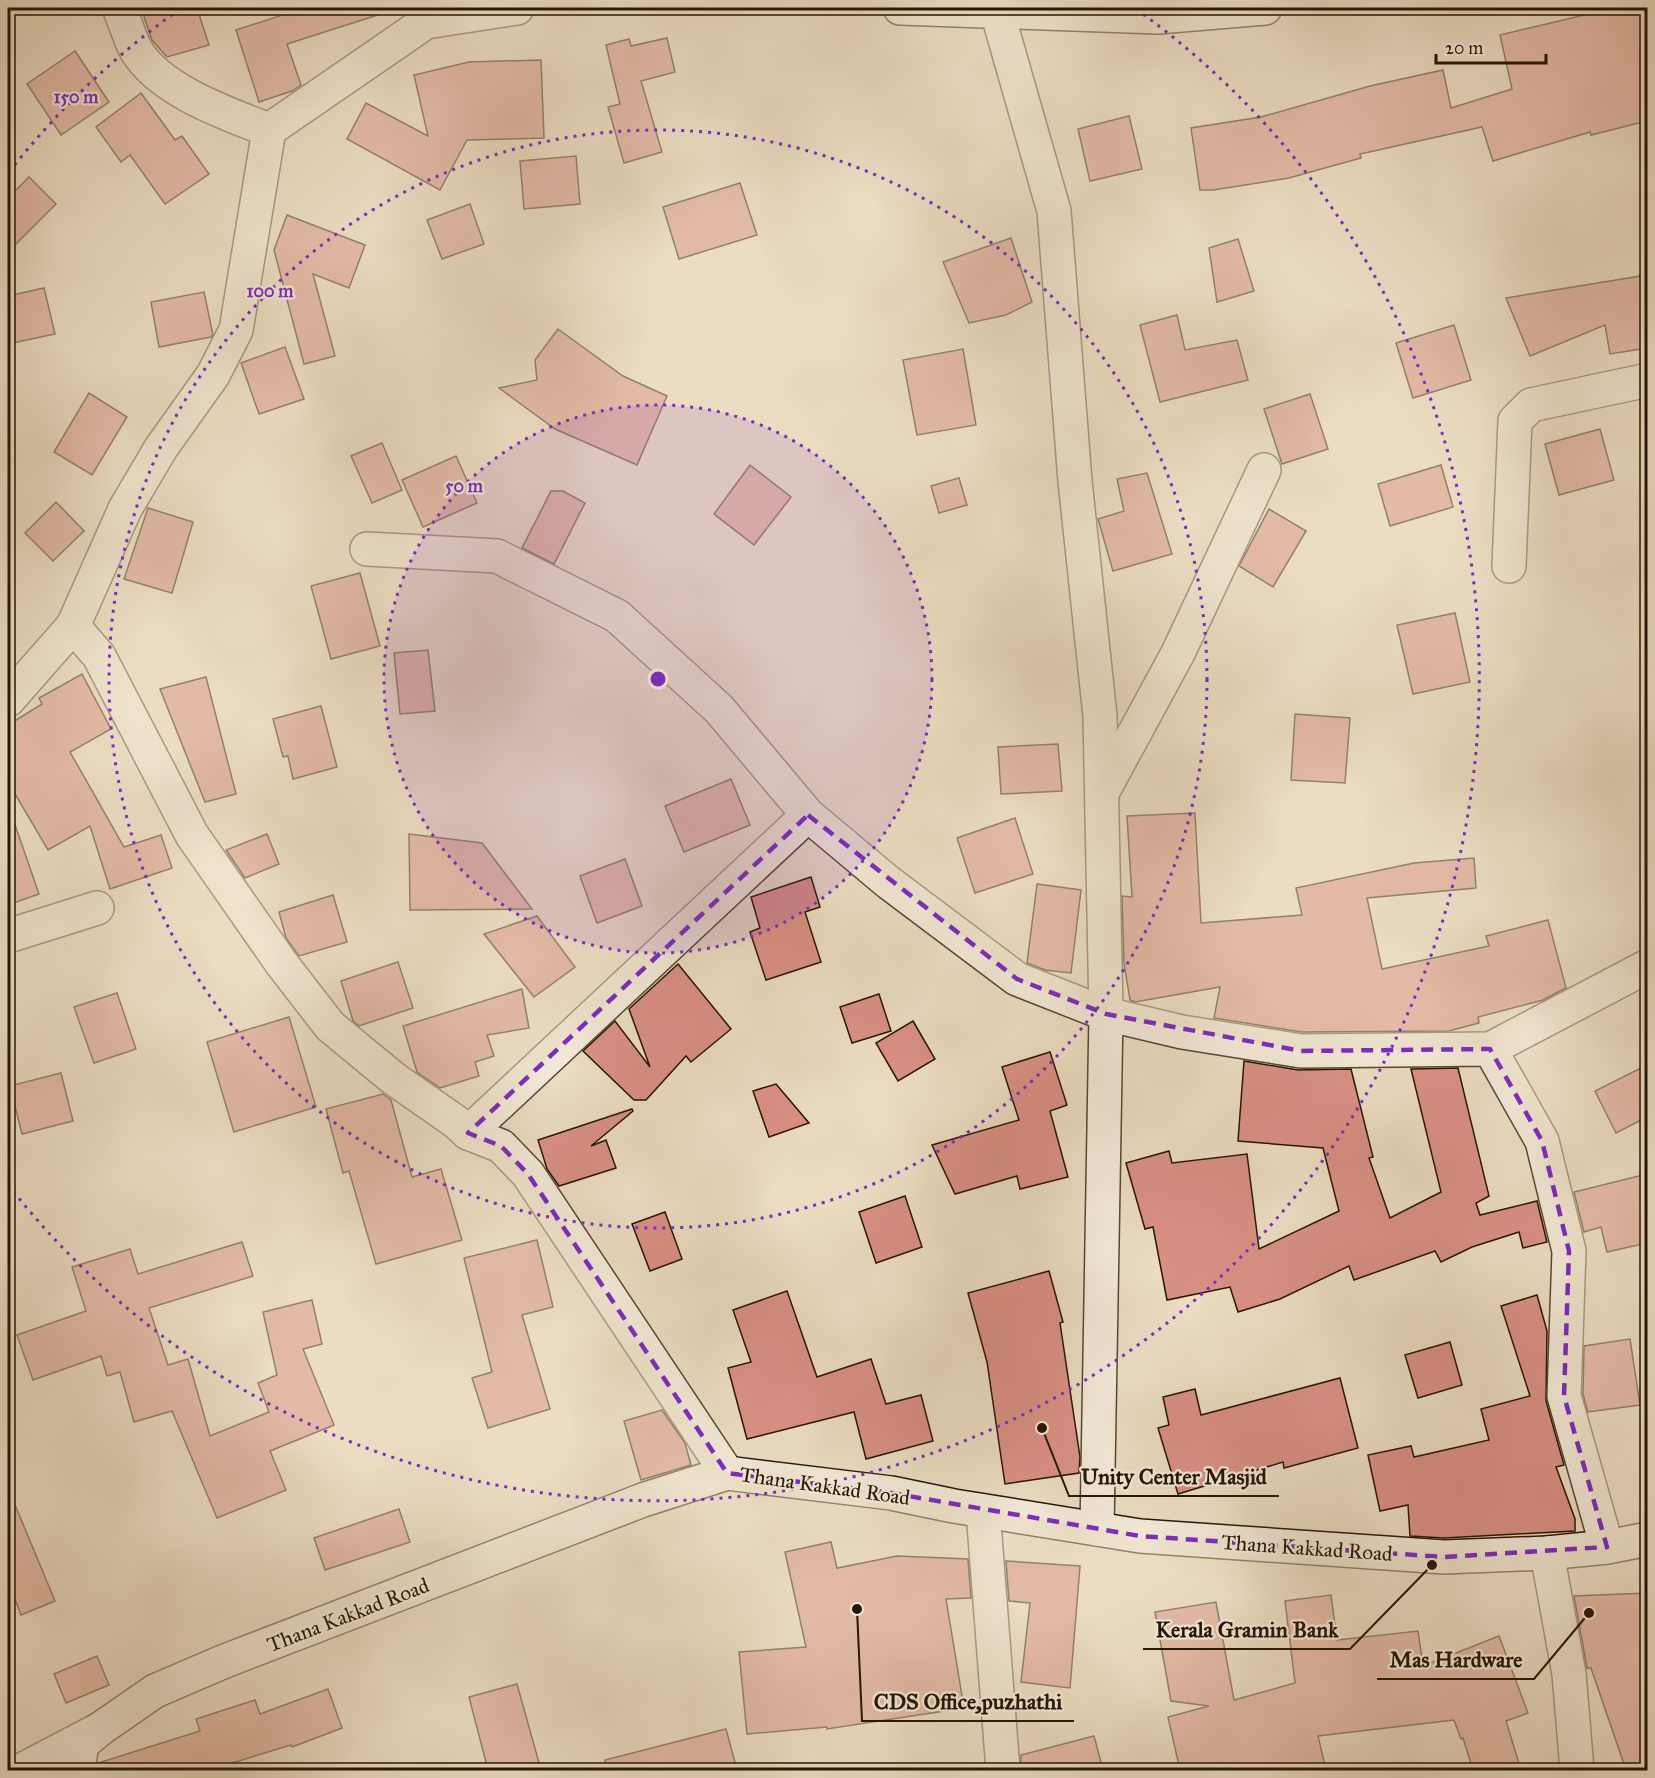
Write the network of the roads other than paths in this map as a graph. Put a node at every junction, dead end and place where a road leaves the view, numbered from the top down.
1 (119, 8) edge
2 (517, 8) edge
3 (900, 8) edge
4 (1264, 8) edge
5 (997, 9) edge
6 (269, 130) junction
7 (1647, 380) edge
8 (1264, 470) dead end
9 (368, 549) dead end
10 (1509, 566) dead end
11 (73, 626) junction
12 (8, 700) edge
13 (1101, 794) junction
14 (808, 815) junction
15 (97, 908) dead end
16 (8, 936) edge
17 (1647, 966) edge
18 (1106, 1014) junction
19 (1490, 1049) junction
20 (468, 1133) junction
21 (727, 1473) junction
22 (983, 1510) junction
23 (1097, 1529) junction
24 (1647, 1539) edge
25 (1607, 1548) junction
26 (1547, 1553) junction
27 (100, 1729) junction
28 (22, 1770) edge
29 (78, 1770) edge
30 (1002, 1770) edge
31 (1577, 1770) edge

1 - 6 street
2 - 6 street
3 - 5 street
4 - 5 street
5 - 13 street
6 - 11 street
7 - 10 street
8 - 13 street
9 - 14 street
11 - 12 street
11 - 20 street
13 - 18 street
14 - 18 street
14 - 20 street
15 - 16 street
17 - 19 street
18 - 19 street
18 - 23 street
19 - 25 street
20 - 21 street
21 - 22 street, Thana Kakkad Road
21 - 27 street, Thana Kakkad Road
22 - 23 street, Thana Kakkad Road
22 - 30 street
23 - 26 street, Thana Kakkad Road
24 - 25 street, Thana Kakkad Road
25 - 26 street, Thana Kakkad Road
26 - 31 street
27 - 28 street
27 - 29 street, Thana Kakkad Road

▶ Exercise objective:
In the records above, find the lines containing "dead" and copy them.

▶ Your response:
Write the network of the roads other than paths in this map as a graph. Put a node at every junction, dead end and place where a road leaves the view, numbered from the top down.
8 (1264, 470) dead end
9 (368, 549) dead end
10 (1509, 566) dead end
15 (97, 908) dead end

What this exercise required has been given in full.